_Your assignment:_
Below are the records; collect from them each line containing the string "СОСНОВАЯ".

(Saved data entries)
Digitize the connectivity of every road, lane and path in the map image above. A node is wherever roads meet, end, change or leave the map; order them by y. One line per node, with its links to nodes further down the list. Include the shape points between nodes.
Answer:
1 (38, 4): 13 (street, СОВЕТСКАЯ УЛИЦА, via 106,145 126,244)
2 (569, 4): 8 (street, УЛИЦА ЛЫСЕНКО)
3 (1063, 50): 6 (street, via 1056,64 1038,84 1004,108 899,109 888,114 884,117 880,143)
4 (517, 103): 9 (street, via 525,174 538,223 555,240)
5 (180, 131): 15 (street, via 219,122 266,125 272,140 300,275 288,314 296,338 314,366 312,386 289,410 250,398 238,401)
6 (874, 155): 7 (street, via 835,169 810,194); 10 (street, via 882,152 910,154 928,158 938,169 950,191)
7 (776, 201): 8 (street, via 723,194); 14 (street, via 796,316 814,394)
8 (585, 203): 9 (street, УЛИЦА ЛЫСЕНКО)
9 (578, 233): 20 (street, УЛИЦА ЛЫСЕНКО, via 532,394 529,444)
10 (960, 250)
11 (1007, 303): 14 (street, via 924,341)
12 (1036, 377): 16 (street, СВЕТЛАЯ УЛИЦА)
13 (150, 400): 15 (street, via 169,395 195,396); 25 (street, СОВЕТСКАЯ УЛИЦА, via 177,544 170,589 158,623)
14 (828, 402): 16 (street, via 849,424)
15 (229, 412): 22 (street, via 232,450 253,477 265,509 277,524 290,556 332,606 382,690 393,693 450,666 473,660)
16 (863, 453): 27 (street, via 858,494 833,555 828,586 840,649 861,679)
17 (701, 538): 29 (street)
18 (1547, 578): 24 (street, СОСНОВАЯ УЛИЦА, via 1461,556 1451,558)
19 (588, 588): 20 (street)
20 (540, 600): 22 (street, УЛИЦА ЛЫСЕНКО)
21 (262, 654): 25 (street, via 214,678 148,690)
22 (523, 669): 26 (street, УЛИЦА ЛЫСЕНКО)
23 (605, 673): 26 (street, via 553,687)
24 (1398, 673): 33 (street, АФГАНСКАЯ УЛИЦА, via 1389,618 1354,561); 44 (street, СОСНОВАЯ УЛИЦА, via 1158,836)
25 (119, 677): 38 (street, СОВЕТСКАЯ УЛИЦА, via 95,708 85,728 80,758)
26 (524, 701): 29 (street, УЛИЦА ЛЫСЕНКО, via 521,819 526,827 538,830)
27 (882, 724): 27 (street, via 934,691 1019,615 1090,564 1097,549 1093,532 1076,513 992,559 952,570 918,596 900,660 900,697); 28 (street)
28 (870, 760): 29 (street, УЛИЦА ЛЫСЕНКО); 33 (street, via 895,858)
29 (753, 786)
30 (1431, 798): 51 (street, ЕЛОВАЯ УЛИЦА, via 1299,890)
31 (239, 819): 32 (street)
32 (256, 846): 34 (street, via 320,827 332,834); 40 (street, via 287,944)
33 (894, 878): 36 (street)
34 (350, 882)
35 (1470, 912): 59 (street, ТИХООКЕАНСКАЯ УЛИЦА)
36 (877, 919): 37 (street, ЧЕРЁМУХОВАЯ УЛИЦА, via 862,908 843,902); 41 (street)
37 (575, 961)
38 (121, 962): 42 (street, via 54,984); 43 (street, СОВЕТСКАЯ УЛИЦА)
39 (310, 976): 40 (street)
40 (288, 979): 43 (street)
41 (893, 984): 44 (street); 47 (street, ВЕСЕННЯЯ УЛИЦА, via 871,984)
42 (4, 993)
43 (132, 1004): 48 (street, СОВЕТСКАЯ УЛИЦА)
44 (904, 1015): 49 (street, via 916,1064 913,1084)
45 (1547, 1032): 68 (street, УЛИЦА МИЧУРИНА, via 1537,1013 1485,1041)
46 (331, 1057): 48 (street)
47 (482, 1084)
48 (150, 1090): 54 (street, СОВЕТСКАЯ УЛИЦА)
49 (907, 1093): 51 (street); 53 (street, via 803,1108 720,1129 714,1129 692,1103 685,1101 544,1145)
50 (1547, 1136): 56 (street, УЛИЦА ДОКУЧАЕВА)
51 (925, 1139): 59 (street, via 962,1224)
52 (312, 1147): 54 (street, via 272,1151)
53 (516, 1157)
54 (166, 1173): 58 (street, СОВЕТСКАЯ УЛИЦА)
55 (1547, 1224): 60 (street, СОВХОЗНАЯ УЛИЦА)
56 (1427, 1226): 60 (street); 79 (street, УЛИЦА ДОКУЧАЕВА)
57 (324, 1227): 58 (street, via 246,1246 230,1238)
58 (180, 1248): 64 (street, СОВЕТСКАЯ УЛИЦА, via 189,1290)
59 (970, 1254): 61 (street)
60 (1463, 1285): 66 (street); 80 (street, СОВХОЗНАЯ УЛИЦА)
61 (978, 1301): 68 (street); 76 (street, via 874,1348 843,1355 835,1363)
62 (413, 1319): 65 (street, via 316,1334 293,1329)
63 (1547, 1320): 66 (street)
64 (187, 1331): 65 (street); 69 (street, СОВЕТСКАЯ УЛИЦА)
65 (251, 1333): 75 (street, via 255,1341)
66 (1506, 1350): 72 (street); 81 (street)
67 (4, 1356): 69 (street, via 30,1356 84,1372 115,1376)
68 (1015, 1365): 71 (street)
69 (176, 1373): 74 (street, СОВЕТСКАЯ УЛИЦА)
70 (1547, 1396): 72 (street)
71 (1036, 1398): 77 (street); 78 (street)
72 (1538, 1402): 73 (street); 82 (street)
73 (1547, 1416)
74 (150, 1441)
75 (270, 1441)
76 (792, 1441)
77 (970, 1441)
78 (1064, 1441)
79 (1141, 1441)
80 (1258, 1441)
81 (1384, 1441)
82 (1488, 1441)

_Answer for the task:_
18 (1547, 578): 24 (street, СОСНОВАЯ УЛИЦА, via 1461,556 1451,558)
24 (1398, 673): 33 (street, АФГАНСКАЯ УЛИЦА, via 1389,618 1354,561); 44 (street, СОСНОВАЯ УЛИЦА, via 1158,836)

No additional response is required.